> [TASK INPUTS]
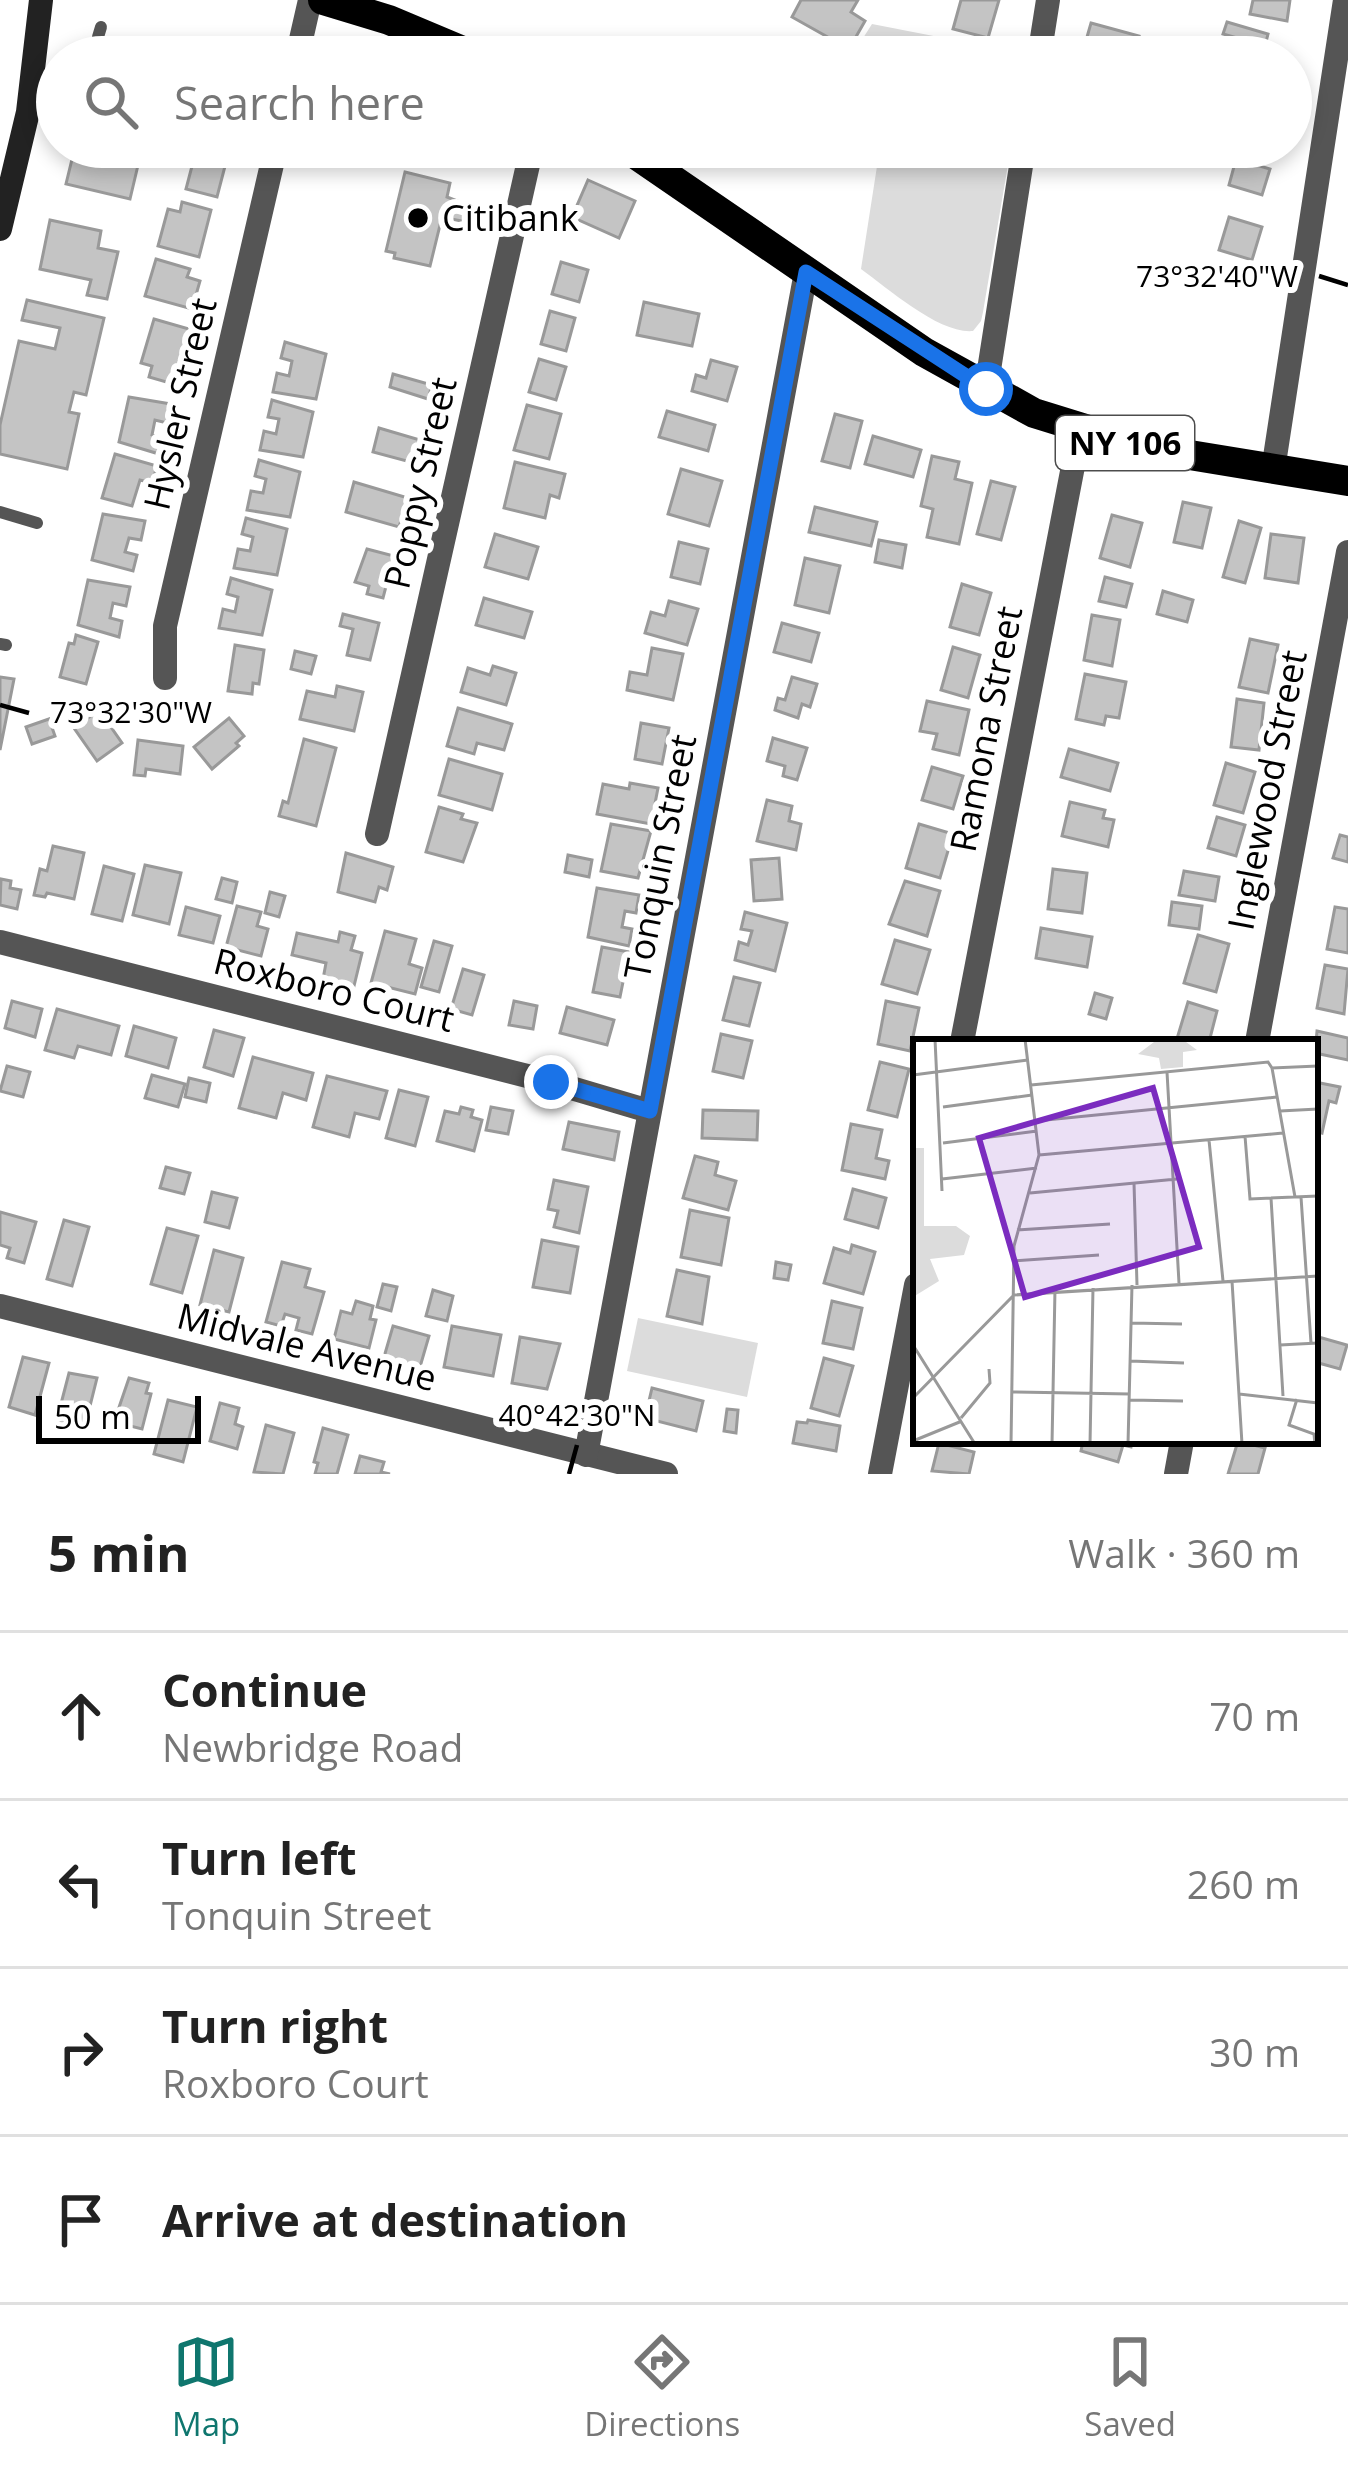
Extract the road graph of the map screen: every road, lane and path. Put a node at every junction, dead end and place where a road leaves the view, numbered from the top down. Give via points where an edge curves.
1 (41, 0) edge
2 (310, 0) edge
3 (323, 0) edge
4 (1048, 0) edge
5 (1346, 0) edge
6 (37, 36) edge
7 (302, 36) edge
8 (431, 36) edge
9 (1042, 36) edge
10 (36, 43) edge
11 (271, 168) edge
12 (527, 168) edge
13 (655, 168) edge
14 (1021, 168) edge
15 (0, 229) edge
16 (806, 272) junction
17 (986, 389) junction
18 (1080, 430) junction
19 (1273, 470) junction
20 (1348, 481) edge
21 (0, 512) edge
22 (37, 523) dead end
23 (1348, 554) edge
24 (165, 678) dead end
25 (377, 834) dead end
26 (0, 942) edge
27 (963, 1039) edge
28 (1258, 1039) edge
29 (650, 1111) junction
30 (913, 1301) edge
31 (0, 1306) edge
32 (1181, 1444) edge
33 (586, 1455) junction
34 (666, 1474) edge
35 (880, 1474) edge
36 (1176, 1474) edge

1 - 6 main road
2 - 7 street
3 - 8 main road
4 - 9 street
5 - 19 street
10 - 15 main road
11 - 24 street, Hysler Street via 165,626
12 - 25 street, Poppy Street
13 - 16 main road, NY 106
14 - 17 street
16 - 17 main road, NY 106
16 - 29 street, Tonquin Street
17 - 18 main road, NY 106
18 - 19 main road, NY 106
18 - 27 street, Ramona Street
19 - 20 main road, NY 106
21 - 22 lane
23 - 28 street, Inglewood Street
26 - 29 street, Roxboro Court
29 - 33 street, Tonquin Street
30 - 35 street
31 - 33 street, Midvale Avenue
32 - 36 street
33 - 34 street, Midvale Avenue

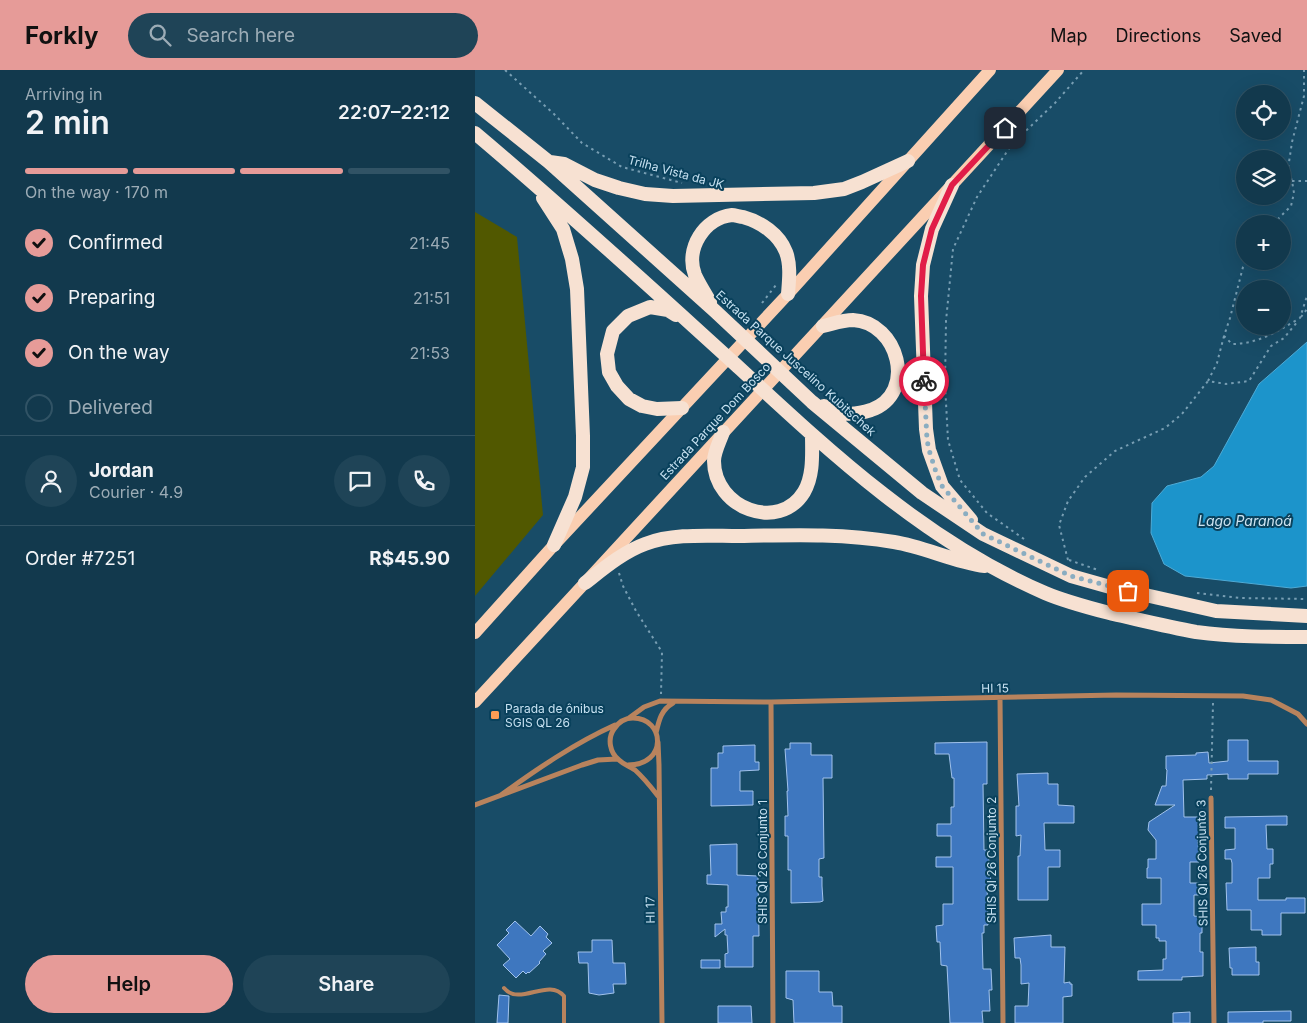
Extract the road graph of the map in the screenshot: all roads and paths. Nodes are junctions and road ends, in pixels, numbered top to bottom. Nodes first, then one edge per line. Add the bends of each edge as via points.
1 (505, 70) edge
2 (990, 70) edge
3 (1058, 70) edge
4 (1084, 70) edge
5 (1304, 70) edge
6 (475, 103) edge
7 (475, 133) edge
8 (908, 160) junction
9 (549, 162) junction
10 (1292, 181) junction
11 (1307, 181) edge
12 (533, 182) junction
13 (684, 184) dead end
14 (952, 185) junction
15 (1282, 215) edge
16 (1242, 270) edge
17 (788, 294) junction
18 (1307, 296) edge
19 (1307, 309) edge
20 (715, 312) junction
21 (1300, 318) junction
22 (692, 325) junction
23 (823, 326) junction
24 (1224, 336) junction
25 (1208, 381) junction
26 (813, 402) junction
27 (682, 408) junction
28 (723, 432) junction
29 (812, 435) junction
30 (983, 534) junction
31 (1026, 540) dead end
32 (554, 545) junction
33 (1061, 558) dead end
34 (615, 560) junction
35 (1068, 560) junction
36 (992, 567) junction
37 (1098, 570) dead end
38 (585, 583) junction
39 (1194, 593) dead end
40 (1307, 599) edge
41 (1307, 616) edge
42 (475, 633) edge
43 (1307, 637) edge
44 (1000, 698) junction
45 (660, 701) junction
46 (475, 702) edge
47 (674, 702) junction
48 (771, 702) junction
49 (1213, 703) dead end
50 (629, 718) junction
51 (618, 724) junction
52 (1307, 724) edge
53 (656, 733) junction
54 (657, 742) junction
55 (617, 760) junction
56 (628, 765) junction
57 (659, 796) junction
58 (497, 797) junction
59 (1211, 798) joint
60 (475, 805) edge
61 (504, 988) dead end
62 (564, 1023) edge
63 (662, 1023) edge
64 (773, 1023) edge
65 (1003, 1023) edge
66 (1214, 1023) edge

1 - 13 path, Trilha Vista da JK via 582,143 622,167
2 - 8 main road
3 - 14 main road, Estrada Parque Dom Bosco
4 - 31 path via 1013,144 977,196 953,250 946,321 948,440 959,480 987,513
5 - 10 path via 1304,96 1288,169
6 - 9 highway, Estrada Parque Juscelino Kubitschek
7 - 12 highway
8 - 9 highway via 844,189 814,193 682,196 645,194 619,188 564,164
8 - 17 main road
9 - 20 highway, Estrada Parque Juscelino Kubitschek
10 - 11 path
10 - 15 path via 1291,206
12 - 22 highway
12 - 32 highway via 563,229 577,289 583,467 575,497
14 - 23 main road, Estrada Parque Dom Bosco
14 - 30 highway via 932,229 923,265 921,296 926,429 929,450 942,486
16 - 24 path
17 - 20 highway via 786,252 774,233 756,221 732,215 710,224 696,240 692,258 694,274
17 - 27 main road
18 - 21 path
19 - 21 path
20 - 26 highway, Estrada Parque Juscelino Kubitschek
21 - 24 path via 1259,341 1232,344
21 - 25 path via 1284,338 1271,346 1249,380 1225,384
22 - 27 highway via 668,310 650,307 628,316 613,331 607,354 609,372 629,398 657,409
22 - 29 highway
23 - 26 highway via 853,320 874,326 895,352 897,383 893,395 880,407 860,414 842,413
23 - 28 main road, Estrada Parque Dom Bosco
24 - 25 path via 1217,364
25 - 35 path via 1182,414 1165,428 1115,451 1085,477 1068,501 1059,525
26 - 30 highway, Estrada Parque Juscelino Kubitschek via 922,493
27 - 32 main road
28 - 29 highway via 714,461 717,478 725,495 741,507 760,512 777,511 792,505 804,492 810,477
28 - 38 main road, Estrada Parque Dom Bosco
29 - 36 highway via 921,522
30 - 41 highway, Estrada Parque Juscelino Kubitschek via 1071,576 1110,588 1215,611
32 - 42 main road
33 - 35 path
34 - 36 highway via 644,544 671,537 799,535 895,542
34 - 38 highway
34 - 45 path via 623,586 662,652
35 - 37 path
36 - 43 highway via 1047,594 1156,624 1198,632
38 - 46 main road, Estrada Parque Dom Bosco
39 - 40 path via 1240,598
44 - 48 street, HI 15
44 - 52 street, HI 15 via 1243,696 1271,700 1298,714
44 - 65 street, SHIS QI 26 Conjunto 2
45 - 47 street, HI 15
45 - 50 street, HI 15 via 644,706
47 - 48 street, HI 15
47 - 53 street via 662,712
48 - 64 street, SHIS QI 26 Conjunto 1
49 - 59 path, SHIS QI 26 Conjunto 3
50 - 51 street
50 - 53 street via 645,721
51 - 55 street via 610,742
51 - 58 street via 597,733
53 - 54 street
54 - 56 street via 648,761
54 - 57 street, HI 17
55 - 56 street
55 - 58 street via 597,760
56 - 57 street
57 - 63 street, HI 17
58 - 60 street
59 - 66 street, SHIS QI 26 Conjunto 3
61 - 62 lane via 516,996 552,989 560,991 564,996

> [WORK ITEM] Output each entry above word for word. The pictures stay out.

> [SOLUTION TO THE EXERCISE]
Extract the road graph of the map screen: every road, lane and path. Put a node at every junction, dead end and place where a road leaves the view, numbered from the top down. Give via points where an edge curves.
1 (41, 0) edge
2 (310, 0) edge
3 (323, 0) edge
4 (1048, 0) edge
5 (1346, 0) edge
6 (37, 36) edge
7 (302, 36) edge
8 (431, 36) edge
9 (1042, 36) edge
10 (36, 43) edge
11 (271, 168) edge
12 (527, 168) edge
13 (655, 168) edge
14 (1021, 168) edge
15 (0, 229) edge
16 (806, 272) junction
17 (986, 389) junction
18 (1080, 430) junction
19 (1273, 470) junction
20 (1348, 481) edge
21 (0, 512) edge
22 (37, 523) dead end
23 (1348, 554) edge
24 (165, 678) dead end
25 (377, 834) dead end
26 (0, 942) edge
27 (963, 1039) edge
28 (1258, 1039) edge
29 (650, 1111) junction
30 (913, 1301) edge
31 (0, 1306) edge
32 (1181, 1444) edge
33 (586, 1455) junction
34 (666, 1474) edge
35 (880, 1474) edge
36 (1176, 1474) edge

1 - 6 main road
2 - 7 street
3 - 8 main road
4 - 9 street
5 - 19 street
10 - 15 main road
11 - 24 street, Hysler Street via 165,626
12 - 25 street, Poppy Street
13 - 16 main road, NY 106
14 - 17 street
16 - 17 main road, NY 106
16 - 29 street, Tonquin Street
17 - 18 main road, NY 106
18 - 19 main road, NY 106
18 - 27 street, Ramona Street
19 - 20 main road, NY 106
21 - 22 lane
23 - 28 street, Inglewood Street
26 - 29 street, Roxboro Court
29 - 33 street, Tonquin Street
30 - 35 street
31 - 33 street, Midvale Avenue
32 - 36 street
33 - 34 street, Midvale Avenue

Extract the road graph of the map in the screenshot: all roads and paths. Nodes are junctions and road ends, in pixels, numbered top to bottom. Nodes first, then one edge per line. Add the bends of each edge as via points.
1 (505, 70) edge
2 (990, 70) edge
3 (1058, 70) edge
4 (1084, 70) edge
5 (1304, 70) edge
6 (475, 103) edge
7 (475, 133) edge
8 (908, 160) junction
9 (549, 162) junction
10 (1292, 181) junction
11 (1307, 181) edge
12 (533, 182) junction
13 (684, 184) dead end
14 (952, 185) junction
15 (1282, 215) edge
16 (1242, 270) edge
17 (788, 294) junction
18 (1307, 296) edge
19 (1307, 309) edge
20 (715, 312) junction
21 (1300, 318) junction
22 (692, 325) junction
23 (823, 326) junction
24 (1224, 336) junction
25 (1208, 381) junction
26 (813, 402) junction
27 (682, 408) junction
28 (723, 432) junction
29 (812, 435) junction
30 (983, 534) junction
31 (1026, 540) dead end
32 (554, 545) junction
33 (1061, 558) dead end
34 (615, 560) junction
35 (1068, 560) junction
36 (992, 567) junction
37 (1098, 570) dead end
38 (585, 583) junction
39 (1194, 593) dead end
40 (1307, 599) edge
41 (1307, 616) edge
42 (475, 633) edge
43 (1307, 637) edge
44 (1000, 698) junction
45 (660, 701) junction
46 (475, 702) edge
47 (674, 702) junction
48 (771, 702) junction
49 (1213, 703) dead end
50 (629, 718) junction
51 (618, 724) junction
52 (1307, 724) edge
53 (656, 733) junction
54 (657, 742) junction
55 (617, 760) junction
56 (628, 765) junction
57 (659, 796) junction
58 (497, 797) junction
59 (1211, 798) joint
60 (475, 805) edge
61 (504, 988) dead end
62 (564, 1023) edge
63 (662, 1023) edge
64 (773, 1023) edge
65 (1003, 1023) edge
66 (1214, 1023) edge

1 - 13 path, Trilha Vista da JK via 582,143 622,167
2 - 8 main road
3 - 14 main road, Estrada Parque Dom Bosco
4 - 31 path via 1013,144 977,196 953,250 946,321 948,440 959,480 987,513
5 - 10 path via 1304,96 1288,169
6 - 9 highway, Estrada Parque Juscelino Kubitschek
7 - 12 highway
8 - 9 highway via 844,189 814,193 682,196 645,194 619,188 564,164
8 - 17 main road
9 - 20 highway, Estrada Parque Juscelino Kubitschek
10 - 11 path
10 - 15 path via 1291,206
12 - 22 highway
12 - 32 highway via 563,229 577,289 583,467 575,497
14 - 23 main road, Estrada Parque Dom Bosco
14 - 30 highway via 932,229 923,265 921,296 926,429 929,450 942,486
16 - 24 path
17 - 20 highway via 786,252 774,233 756,221 732,215 710,224 696,240 692,258 694,274
17 - 27 main road
18 - 21 path
19 - 21 path
20 - 26 highway, Estrada Parque Juscelino Kubitschek
21 - 24 path via 1259,341 1232,344
21 - 25 path via 1284,338 1271,346 1249,380 1225,384
22 - 27 highway via 668,310 650,307 628,316 613,331 607,354 609,372 629,398 657,409
22 - 29 highway
23 - 26 highway via 853,320 874,326 895,352 897,383 893,395 880,407 860,414 842,413
23 - 28 main road, Estrada Parque Dom Bosco
24 - 25 path via 1217,364
25 - 35 path via 1182,414 1165,428 1115,451 1085,477 1068,501 1059,525
26 - 30 highway, Estrada Parque Juscelino Kubitschek via 922,493
27 - 32 main road
28 - 29 highway via 714,461 717,478 725,495 741,507 760,512 777,511 792,505 804,492 810,477
28 - 38 main road, Estrada Parque Dom Bosco
29 - 36 highway via 921,522
30 - 41 highway, Estrada Parque Juscelino Kubitschek via 1071,576 1110,588 1215,611
32 - 42 main road
33 - 35 path
34 - 36 highway via 644,544 671,537 799,535 895,542
34 - 38 highway
34 - 45 path via 623,586 662,652
35 - 37 path
36 - 43 highway via 1047,594 1156,624 1198,632
38 - 46 main road, Estrada Parque Dom Bosco
39 - 40 path via 1240,598
44 - 48 street, HI 15
44 - 52 street, HI 15 via 1243,696 1271,700 1298,714
44 - 65 street, SHIS QI 26 Conjunto 2
45 - 47 street, HI 15
45 - 50 street, HI 15 via 644,706
47 - 48 street, HI 15
47 - 53 street via 662,712
48 - 64 street, SHIS QI 26 Conjunto 1
49 - 59 path, SHIS QI 26 Conjunto 3
50 - 51 street
50 - 53 street via 645,721
51 - 55 street via 610,742
51 - 58 street via 597,733
53 - 54 street
54 - 56 street via 648,761
54 - 57 street, HI 17
55 - 56 street
55 - 58 street via 597,760
56 - 57 street
57 - 63 street, HI 17
58 - 60 street
59 - 66 street, SHIS QI 26 Conjunto 3
61 - 62 lane via 516,996 552,989 560,991 564,996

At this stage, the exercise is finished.